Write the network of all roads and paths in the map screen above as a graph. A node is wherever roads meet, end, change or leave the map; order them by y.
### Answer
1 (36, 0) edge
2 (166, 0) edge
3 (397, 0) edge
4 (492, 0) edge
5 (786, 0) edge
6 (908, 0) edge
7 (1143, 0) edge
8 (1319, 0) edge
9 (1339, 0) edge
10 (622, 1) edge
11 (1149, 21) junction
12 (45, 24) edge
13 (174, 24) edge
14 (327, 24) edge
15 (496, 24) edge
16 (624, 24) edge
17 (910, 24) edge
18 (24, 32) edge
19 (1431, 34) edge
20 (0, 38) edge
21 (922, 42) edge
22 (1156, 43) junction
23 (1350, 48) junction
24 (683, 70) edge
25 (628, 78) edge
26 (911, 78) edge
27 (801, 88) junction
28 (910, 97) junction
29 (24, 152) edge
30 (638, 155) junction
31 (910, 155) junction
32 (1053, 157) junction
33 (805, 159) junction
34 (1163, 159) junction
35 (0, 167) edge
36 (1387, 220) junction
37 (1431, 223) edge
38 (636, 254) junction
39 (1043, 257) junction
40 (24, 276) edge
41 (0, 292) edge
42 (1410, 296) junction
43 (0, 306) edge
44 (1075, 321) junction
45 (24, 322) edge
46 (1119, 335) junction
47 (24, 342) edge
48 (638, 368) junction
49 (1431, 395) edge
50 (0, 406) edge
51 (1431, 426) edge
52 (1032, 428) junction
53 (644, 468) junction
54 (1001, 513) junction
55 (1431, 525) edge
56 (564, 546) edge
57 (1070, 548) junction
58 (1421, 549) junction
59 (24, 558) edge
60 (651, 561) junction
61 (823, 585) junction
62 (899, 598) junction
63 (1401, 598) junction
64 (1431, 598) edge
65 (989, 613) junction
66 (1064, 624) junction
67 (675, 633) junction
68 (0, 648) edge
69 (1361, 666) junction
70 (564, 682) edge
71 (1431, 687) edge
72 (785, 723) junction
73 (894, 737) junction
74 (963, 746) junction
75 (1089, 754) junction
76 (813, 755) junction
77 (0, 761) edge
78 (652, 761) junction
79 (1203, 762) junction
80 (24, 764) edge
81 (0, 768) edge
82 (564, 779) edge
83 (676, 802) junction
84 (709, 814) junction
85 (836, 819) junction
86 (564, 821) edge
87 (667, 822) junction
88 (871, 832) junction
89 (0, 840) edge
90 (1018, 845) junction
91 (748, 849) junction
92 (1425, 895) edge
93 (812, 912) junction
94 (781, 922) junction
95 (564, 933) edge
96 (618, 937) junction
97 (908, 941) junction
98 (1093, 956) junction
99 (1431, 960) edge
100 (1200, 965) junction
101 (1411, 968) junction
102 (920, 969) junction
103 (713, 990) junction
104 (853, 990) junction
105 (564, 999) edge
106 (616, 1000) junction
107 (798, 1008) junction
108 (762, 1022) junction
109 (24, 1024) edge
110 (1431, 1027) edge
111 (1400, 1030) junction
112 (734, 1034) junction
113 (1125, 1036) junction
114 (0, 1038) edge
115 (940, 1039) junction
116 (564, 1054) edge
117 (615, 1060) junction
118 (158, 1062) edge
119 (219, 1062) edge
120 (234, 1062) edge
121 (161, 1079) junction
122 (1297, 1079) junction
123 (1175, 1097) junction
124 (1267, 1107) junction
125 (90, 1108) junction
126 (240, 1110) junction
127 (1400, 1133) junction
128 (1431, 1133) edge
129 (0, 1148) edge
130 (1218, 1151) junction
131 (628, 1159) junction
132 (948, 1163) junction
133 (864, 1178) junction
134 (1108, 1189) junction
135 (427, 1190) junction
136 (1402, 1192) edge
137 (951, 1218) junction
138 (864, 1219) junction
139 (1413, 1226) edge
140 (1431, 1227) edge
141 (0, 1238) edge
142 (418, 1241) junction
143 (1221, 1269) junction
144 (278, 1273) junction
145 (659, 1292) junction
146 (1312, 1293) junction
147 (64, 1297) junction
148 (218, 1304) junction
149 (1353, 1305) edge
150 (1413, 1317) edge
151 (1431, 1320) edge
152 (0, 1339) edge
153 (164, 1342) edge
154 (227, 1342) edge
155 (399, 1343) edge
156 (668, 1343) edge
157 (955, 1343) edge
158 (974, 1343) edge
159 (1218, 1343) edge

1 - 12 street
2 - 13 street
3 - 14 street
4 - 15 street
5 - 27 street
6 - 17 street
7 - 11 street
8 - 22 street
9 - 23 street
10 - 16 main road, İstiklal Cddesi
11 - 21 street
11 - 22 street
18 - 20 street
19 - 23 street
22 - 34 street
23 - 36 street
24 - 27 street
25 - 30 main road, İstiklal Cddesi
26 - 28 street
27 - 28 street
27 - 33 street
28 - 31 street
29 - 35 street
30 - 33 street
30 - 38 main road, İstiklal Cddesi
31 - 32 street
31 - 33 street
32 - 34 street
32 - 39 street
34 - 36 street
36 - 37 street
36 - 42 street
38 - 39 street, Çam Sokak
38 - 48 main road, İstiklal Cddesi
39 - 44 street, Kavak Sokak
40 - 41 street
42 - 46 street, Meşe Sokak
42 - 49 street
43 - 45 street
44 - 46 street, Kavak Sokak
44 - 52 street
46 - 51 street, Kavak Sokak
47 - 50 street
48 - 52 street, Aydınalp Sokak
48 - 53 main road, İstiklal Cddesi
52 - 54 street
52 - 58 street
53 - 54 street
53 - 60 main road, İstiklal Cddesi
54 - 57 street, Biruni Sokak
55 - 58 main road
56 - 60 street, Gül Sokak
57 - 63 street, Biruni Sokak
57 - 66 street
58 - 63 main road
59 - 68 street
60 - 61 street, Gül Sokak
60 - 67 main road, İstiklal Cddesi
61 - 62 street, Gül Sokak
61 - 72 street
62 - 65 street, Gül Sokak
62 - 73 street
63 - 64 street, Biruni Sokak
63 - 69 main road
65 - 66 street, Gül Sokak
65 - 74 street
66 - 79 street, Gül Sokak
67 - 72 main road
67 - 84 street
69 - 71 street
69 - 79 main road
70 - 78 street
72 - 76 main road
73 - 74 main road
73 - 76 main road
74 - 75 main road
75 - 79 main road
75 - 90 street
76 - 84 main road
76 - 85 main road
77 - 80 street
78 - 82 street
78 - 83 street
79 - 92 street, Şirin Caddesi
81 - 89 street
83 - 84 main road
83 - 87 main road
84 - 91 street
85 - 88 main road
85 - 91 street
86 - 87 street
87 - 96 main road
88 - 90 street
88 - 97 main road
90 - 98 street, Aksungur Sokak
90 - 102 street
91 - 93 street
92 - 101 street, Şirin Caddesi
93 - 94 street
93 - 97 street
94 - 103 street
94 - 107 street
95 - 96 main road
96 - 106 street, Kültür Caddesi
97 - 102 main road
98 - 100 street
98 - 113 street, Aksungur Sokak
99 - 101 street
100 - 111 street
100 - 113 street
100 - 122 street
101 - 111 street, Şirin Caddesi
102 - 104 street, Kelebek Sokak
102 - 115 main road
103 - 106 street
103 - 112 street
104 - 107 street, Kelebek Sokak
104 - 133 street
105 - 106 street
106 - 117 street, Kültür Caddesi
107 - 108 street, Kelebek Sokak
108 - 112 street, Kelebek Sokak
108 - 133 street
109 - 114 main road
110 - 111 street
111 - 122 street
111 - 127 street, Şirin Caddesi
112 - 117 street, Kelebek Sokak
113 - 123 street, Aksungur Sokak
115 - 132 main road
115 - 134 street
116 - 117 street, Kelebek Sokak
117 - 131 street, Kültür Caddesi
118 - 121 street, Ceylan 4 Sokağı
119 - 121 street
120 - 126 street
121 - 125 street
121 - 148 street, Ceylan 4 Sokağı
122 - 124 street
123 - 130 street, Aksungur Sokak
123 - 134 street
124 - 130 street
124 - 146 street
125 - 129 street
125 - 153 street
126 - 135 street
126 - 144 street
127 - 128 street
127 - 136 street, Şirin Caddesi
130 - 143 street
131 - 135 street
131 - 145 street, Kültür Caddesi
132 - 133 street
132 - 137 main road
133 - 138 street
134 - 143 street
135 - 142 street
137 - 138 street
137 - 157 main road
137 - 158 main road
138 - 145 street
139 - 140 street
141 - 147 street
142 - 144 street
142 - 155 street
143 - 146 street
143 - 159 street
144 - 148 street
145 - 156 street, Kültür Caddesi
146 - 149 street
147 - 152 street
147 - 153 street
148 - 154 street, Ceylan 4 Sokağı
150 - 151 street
****************************************
WORK ORDER - Copy each line of the data that contains the word "Ceylan", leaving the other lines out.

ANSWER AREA -
118 - 121 street, Ceylan 4 Sokağı
121 - 148 street, Ceylan 4 Sokağı
148 - 154 street, Ceylan 4 Sokağı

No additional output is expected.